(Stored data entries)

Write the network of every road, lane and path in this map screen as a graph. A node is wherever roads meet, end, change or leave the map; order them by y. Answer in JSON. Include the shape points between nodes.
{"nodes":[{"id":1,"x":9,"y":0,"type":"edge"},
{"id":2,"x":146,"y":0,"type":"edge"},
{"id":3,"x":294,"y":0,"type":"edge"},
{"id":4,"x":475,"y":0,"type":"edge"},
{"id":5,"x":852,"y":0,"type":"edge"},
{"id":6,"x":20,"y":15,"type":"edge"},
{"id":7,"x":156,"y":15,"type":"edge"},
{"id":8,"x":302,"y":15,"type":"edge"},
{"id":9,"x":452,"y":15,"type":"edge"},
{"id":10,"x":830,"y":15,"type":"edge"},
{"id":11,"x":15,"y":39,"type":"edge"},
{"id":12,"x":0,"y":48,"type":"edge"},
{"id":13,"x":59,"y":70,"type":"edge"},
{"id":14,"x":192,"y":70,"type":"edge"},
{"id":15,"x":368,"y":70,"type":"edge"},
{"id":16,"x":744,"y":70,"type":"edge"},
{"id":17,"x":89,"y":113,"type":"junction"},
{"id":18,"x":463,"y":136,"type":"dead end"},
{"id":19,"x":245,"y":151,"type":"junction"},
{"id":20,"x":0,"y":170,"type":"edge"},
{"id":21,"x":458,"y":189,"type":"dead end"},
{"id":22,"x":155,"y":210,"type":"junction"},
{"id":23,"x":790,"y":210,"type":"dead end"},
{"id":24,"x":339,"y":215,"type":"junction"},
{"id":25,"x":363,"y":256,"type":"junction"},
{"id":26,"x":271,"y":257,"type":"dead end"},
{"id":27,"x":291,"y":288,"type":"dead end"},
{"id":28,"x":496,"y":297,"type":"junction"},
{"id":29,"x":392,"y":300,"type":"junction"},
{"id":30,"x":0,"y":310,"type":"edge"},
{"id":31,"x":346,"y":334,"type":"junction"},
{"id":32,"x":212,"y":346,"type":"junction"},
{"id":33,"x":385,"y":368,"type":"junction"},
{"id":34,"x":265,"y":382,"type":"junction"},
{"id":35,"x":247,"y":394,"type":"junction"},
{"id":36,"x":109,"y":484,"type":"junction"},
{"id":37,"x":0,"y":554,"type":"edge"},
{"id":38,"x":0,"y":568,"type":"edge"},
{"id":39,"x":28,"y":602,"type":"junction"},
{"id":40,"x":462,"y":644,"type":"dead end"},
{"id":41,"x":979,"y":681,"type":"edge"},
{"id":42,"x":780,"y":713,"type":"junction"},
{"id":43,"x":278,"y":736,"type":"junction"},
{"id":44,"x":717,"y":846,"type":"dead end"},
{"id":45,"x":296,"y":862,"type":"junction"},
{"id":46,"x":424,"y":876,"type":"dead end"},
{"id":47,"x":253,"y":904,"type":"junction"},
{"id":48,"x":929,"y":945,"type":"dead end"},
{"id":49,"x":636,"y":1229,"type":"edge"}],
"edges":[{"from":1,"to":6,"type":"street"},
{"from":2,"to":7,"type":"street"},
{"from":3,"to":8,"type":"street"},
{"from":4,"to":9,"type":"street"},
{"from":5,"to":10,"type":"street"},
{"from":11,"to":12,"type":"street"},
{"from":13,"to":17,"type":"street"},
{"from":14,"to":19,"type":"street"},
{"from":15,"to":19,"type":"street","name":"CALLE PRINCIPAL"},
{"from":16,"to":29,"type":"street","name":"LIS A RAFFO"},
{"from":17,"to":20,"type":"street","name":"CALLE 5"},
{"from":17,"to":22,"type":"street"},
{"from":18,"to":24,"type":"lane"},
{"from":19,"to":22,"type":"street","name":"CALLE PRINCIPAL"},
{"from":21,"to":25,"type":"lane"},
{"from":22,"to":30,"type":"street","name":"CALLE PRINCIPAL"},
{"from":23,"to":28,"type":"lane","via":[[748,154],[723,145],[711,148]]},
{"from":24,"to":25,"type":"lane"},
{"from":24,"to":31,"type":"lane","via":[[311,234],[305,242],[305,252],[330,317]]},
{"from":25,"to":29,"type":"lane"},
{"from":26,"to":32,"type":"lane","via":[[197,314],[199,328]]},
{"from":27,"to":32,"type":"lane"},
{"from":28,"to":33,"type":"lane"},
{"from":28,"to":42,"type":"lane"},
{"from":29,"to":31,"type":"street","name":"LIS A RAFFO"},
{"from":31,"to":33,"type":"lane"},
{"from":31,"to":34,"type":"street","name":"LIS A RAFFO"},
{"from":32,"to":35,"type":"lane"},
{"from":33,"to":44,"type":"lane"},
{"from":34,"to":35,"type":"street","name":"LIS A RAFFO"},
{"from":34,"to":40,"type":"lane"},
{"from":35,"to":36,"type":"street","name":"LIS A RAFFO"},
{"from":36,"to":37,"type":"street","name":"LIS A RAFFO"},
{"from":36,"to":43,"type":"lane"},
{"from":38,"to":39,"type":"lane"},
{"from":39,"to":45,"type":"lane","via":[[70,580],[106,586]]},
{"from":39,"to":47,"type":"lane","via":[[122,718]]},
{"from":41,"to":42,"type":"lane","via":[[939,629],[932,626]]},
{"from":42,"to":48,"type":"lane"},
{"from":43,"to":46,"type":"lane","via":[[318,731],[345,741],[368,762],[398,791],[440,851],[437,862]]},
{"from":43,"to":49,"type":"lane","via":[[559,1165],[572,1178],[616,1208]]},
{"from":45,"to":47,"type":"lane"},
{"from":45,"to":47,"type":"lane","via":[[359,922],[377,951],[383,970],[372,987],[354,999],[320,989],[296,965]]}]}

■ **What you should do**: If a line of the records includes the string "CALLE", copy it out.

■ **Written answer**:
{"from":15,"to":19,"type":"street","name":"CALLE PRINCIPAL"},
{"from":17,"to":20,"type":"street","name":"CALLE 5"},
{"from":19,"to":22,"type":"street","name":"CALLE PRINCIPAL"},
{"from":22,"to":30,"type":"street","name":"CALLE PRINCIPAL"},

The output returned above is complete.